Regardless, I would think that one would have to rewrite (re-encode) the audio track for this to happen.
Finding a tool or creating one to do that would be a challenge.

It would be easier to just use a player that doesn't detect it.

I guess the only advantage to dealing with the Cinavia water mark are people who burn Cinavia enbaled movies and play them on Cinavia enables stand-alone's.
Premier 6 can work on 5.1 digital tracks.
 
Have not looked into this but im sure someone has reversed some firmware to bypass this check on newer players unless they embed it in a chip.
 
Depending on the player it's firmware and/or hardware based.

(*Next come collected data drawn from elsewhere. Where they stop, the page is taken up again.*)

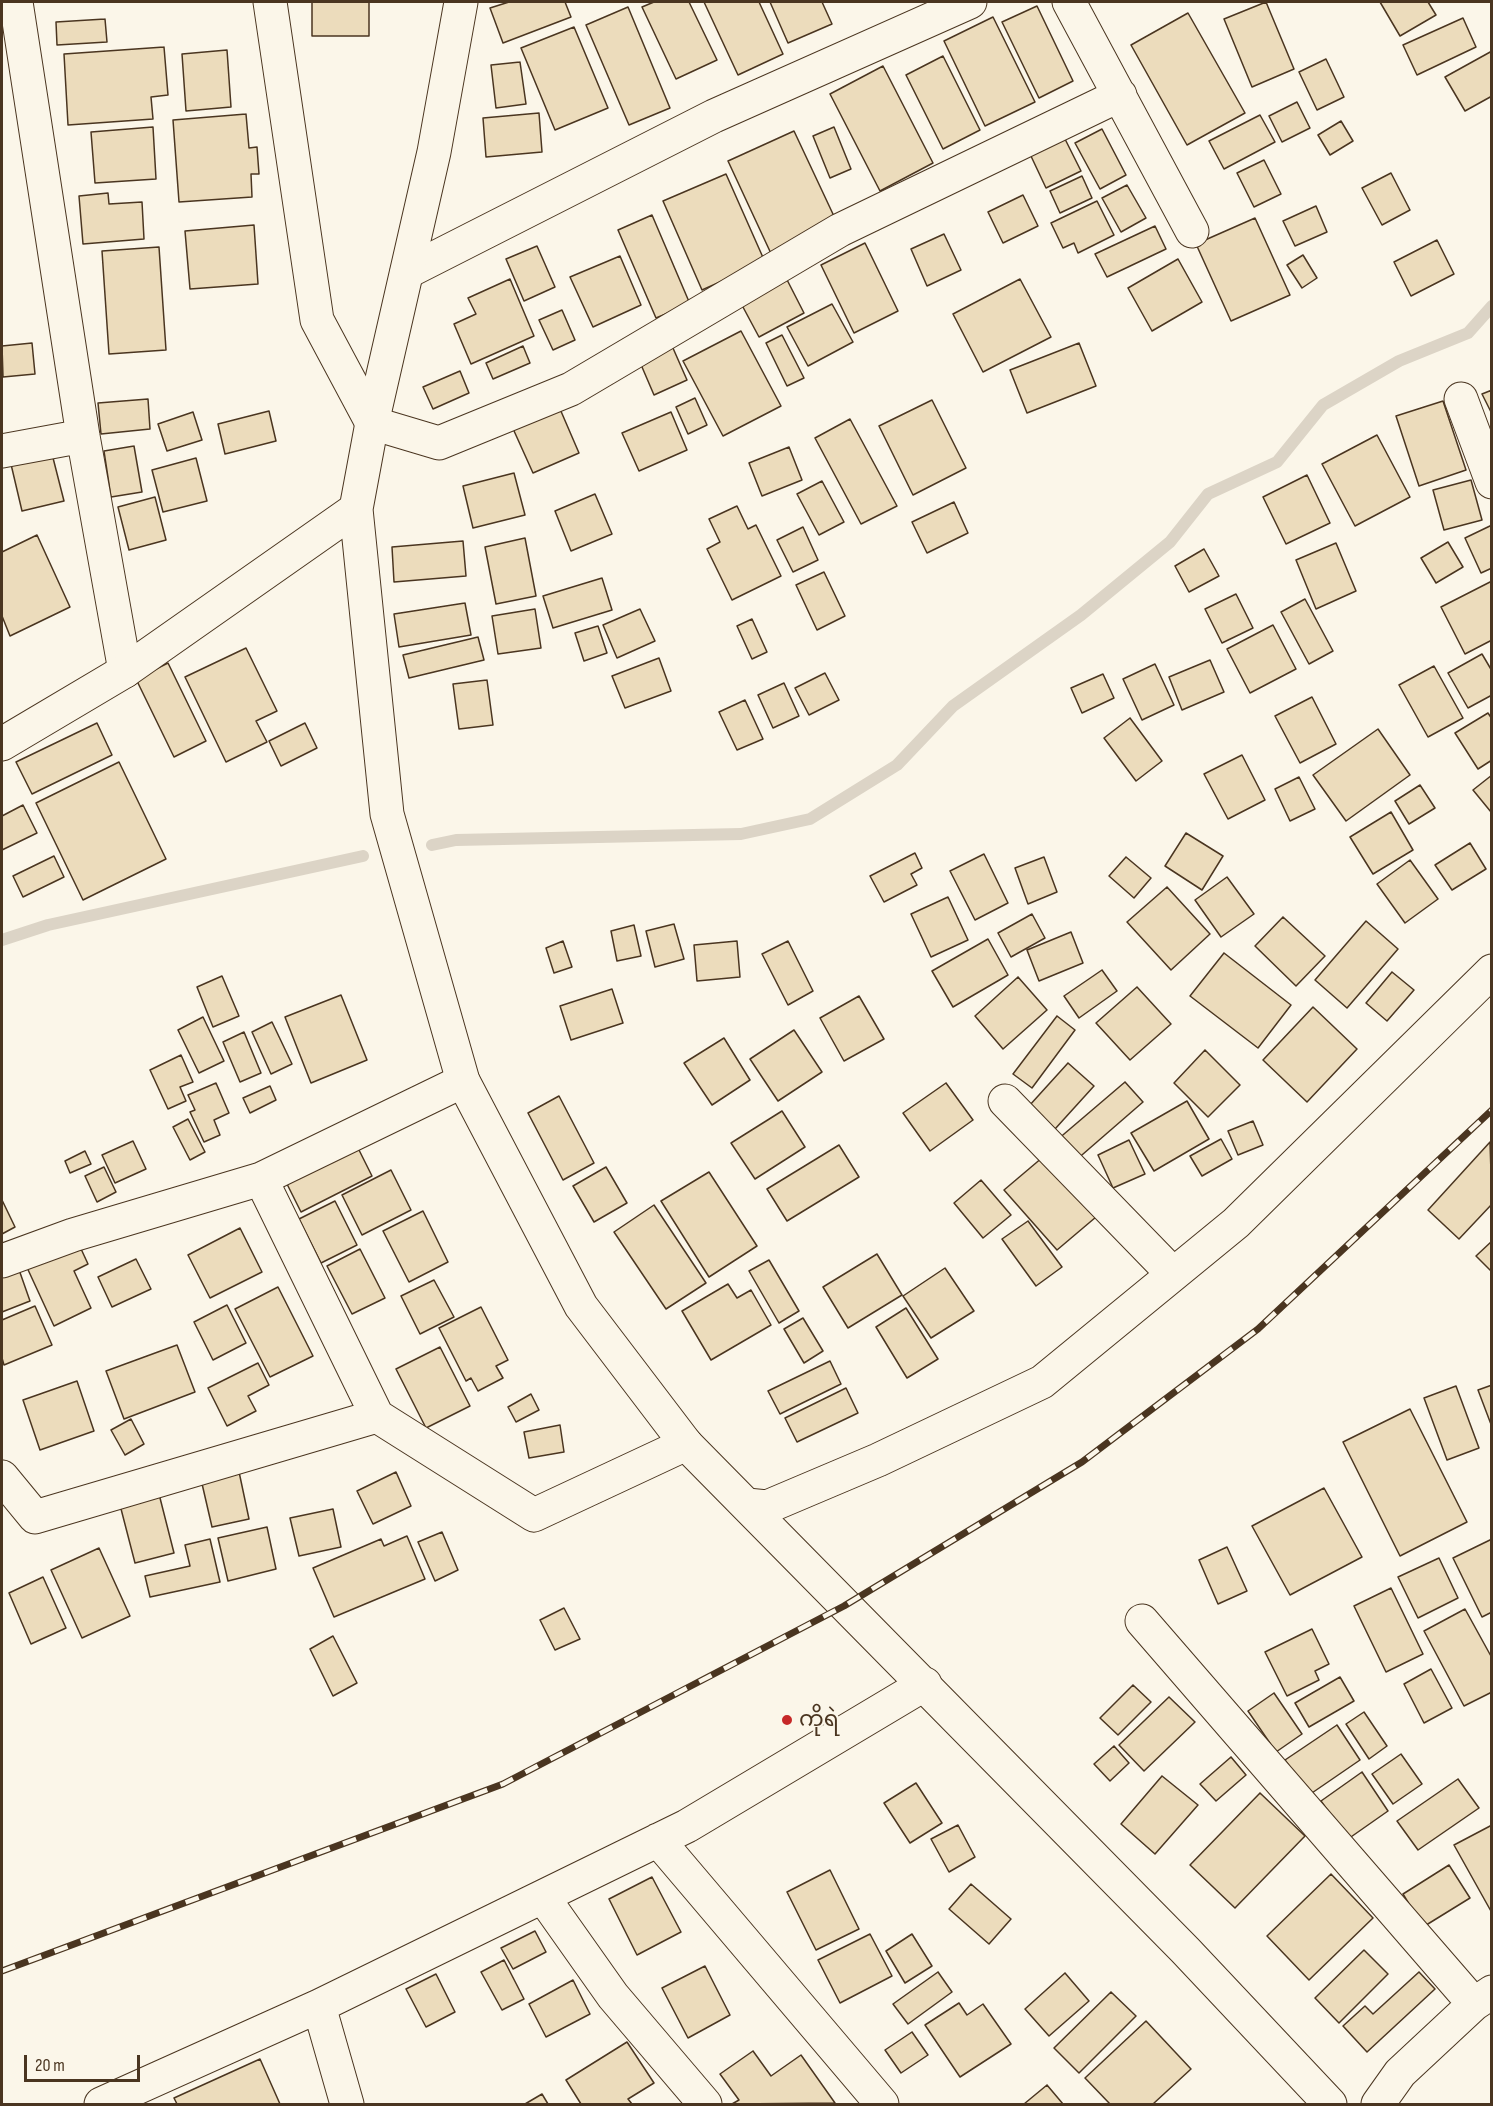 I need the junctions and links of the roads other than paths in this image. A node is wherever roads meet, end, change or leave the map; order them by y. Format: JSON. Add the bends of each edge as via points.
{"nodes":[{"id":1,"x":16,"y":2,"type":"edge"},
{"id":2,"x":270,"y":2,"type":"edge"},
{"id":3,"x":461,"y":2,"type":"edge"},
{"id":4,"x":970,"y":2,"type":"edge"},
{"id":5,"x":1069,"y":2,"type":"edge"},
{"id":6,"x":1120,"y":95,"type":"junction"},
{"id":7,"x":1192,"y":231,"type":"dead end"},
{"id":8,"x":407,"y":272,"type":"junction"},
{"id":9,"x":1461,"y":399,"type":"dead end"},
{"id":10,"x":372,"y":423,"type":"junction"},
{"id":11,"x":83,"y":436,"type":"junction"},
{"id":12,"x":2,"y":451,"type":"edge"},
{"id":13,"x":1491,"y":482,"type":"edge"},
{"id":14,"x":356,"y":509,"type":"junction"},
{"id":15,"x":125,"y":671,"type":"junction"},
{"id":16,"x":2,"y":744,"type":"edge"},
{"id":17,"x":1491,"y":971,"type":"edge"},
{"id":18,"x":463,"y":1081,"type":"junction"},
{"id":19,"x":1005,"y":1101,"type":"dead end"},
{"id":20,"x":261,"y":1179,"type":"junction"},
{"id":21,"x":2,"y":1261,"type":"edge"},
{"id":22,"x":1173,"y":1274,"type":"junction"},
{"id":23,"x":377,"y":1416,"type":"junction"},
{"id":24,"x":686,"y":1444,"type":"junction"},
{"id":25,"x":2,"y":1477,"type":"edge"},
{"id":26,"x":747,"y":1505,"type":"junction"},
{"id":27,"x":1142,"y":1622,"type":"dead end"},
{"id":28,"x":925,"y":1684,"type":"junction"},
{"id":29,"x":658,"y":1840,"type":"junction"},
{"id":30,"x":543,"y":1897,"type":"junction"},
{"id":31,"x":1483,"y":1998,"type":"edge"},
{"id":32,"x":319,"y":2006,"type":"junction"},
{"id":33,"x":101,"y":2104,"type":"edge"},
{"id":34,"x":347,"y":2104,"type":"edge"},
{"id":35,"x":705,"y":2104,"type":"edge"},
{"id":36,"x":882,"y":2104,"type":"edge"},
{"id":37,"x":1330,"y":2104,"type":"edge"},
{"id":38,"x":1378,"y":2104,"type":"edge"}],
"edges":[{"from":1,"to":11,"type":"street"},
{"from":2,"to":10,"type":"street","via":[[316,320]]},
{"from":3,"to":8,"type":"street"},
{"from":4,"to":8,"type":"street","via":[[714,116]]},
{"from":5,"to":6,"type":"street"},
{"from":6,"to":7,"type":"street"},
{"from":6,"to":10,"type":"street","via":[[840,230],[571,388],[439,443]]},
{"from":8,"to":10,"type":"street"},
{"from":9,"to":13,"type":"street"},
{"from":10,"to":14,"type":"street"},
{"from":11,"to":12,"type":"street"},
{"from":11,"to":15,"type":"street"},
{"from":14,"to":15,"type":"street"},
{"from":14,"to":18,"type":"street","via":[[387,814]]},
{"from":15,"to":16,"type":"street"},
{"from":17,"to":22,"type":"street","via":[[1236,1223]]},
{"from":18,"to":20,"type":"street"},
{"from":18,"to":24,"type":"street","via":[[581,1306]]},
{"from":19,"to":22,"type":"street"},
{"from":20,"to":21,"type":"street","via":[[73,1235]]},
{"from":20,"to":23,"type":"street"},
{"from":22,"to":26,"type":"street","via":[[1042,1382],[878,1460],[767,1507]]},
{"from":23,"to":24,"type":"street","via":[[534,1515]]},
{"from":23,"to":25,"type":"street","via":[[35,1517]]},
{"from":24,"to":26,"type":"street"},
{"from":26,"to":28,"type":"street"},
{"from":27,"to":31,"type":"street"},
{"from":28,"to":29,"type":"street"},
{"from":28,"to":37,"type":"street"},
{"from":29,"to":30,"type":"street"},
{"from":29,"to":36,"type":"street"},
{"from":30,"to":32,"type":"street"},
{"from":30,"to":35,"type":"street","via":[[614,1996]]},
{"from":31,"to":38,"type":"street","via":[[1400,2073]]},
{"from":32,"to":33,"type":"street"},
{"from":32,"to":34,"type":"street"}]}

Players like ps3/4 do or firmware based while current standalone do it firmware and hardware based. The code on disc treks the player to look for aacs encryption, player 'informs' the code if it's there or not, if not present disc then tells the player it's an unauthorized copy and to mute audio.

Which makes it so hard to defeat, the signal has to be removed completely or altered in a way so that there's either no signal present anymore or undetectable.

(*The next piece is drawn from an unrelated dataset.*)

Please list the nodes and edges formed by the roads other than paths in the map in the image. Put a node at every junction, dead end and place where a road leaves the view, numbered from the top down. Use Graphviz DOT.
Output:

Verstuurd vanaf mijn Nexus 7 met Tapatalk
 
Just curious. Has anybody tried this with a cracked version of powerdvdultra14 and did it work or did it detect it as a non licensed player and still scrample the movie?
 
Just added some more videos to help you guys out. Especially when you get those copy protection messages....
 
Is there any way to defeat Screenpass without the original disc and PowerDVD?

My process is:

1) Rip Video disc to hard disk using AnyDVD
2) Rip to MKV with MakeMKV using the AnyDVD rip as the source, rather than the original disc

I've just always done it this way - I find MakeMKV 'safer' when it's source is not an optical disc.

In the middle of doing The Hunger Games - Mockingjay Part 1 - completed step 1, lent the disc out to a friend and it's come back scratched to the point where it can't be read.

I'm in a PAL region by the way.

Thanks
 
1) without going into the technical details, the recommended method for bluray is ripping to ISO IMAGE, not folders.

As far as the playlist goes, yes provide an anydvd logfile from either the original disc or the ISO rip. Anydvd cannot create logfile from folder rips, so you'd need to use something like IMGBurn to turn that folder into an iso first.

Then mount that ISO and create the logfile and provide it in a topic you create. However most hunger games variants are already known.

So create that ISO out of your folder rip if you have it and mount it. With a little luck anydvd will display the playlist in the status window.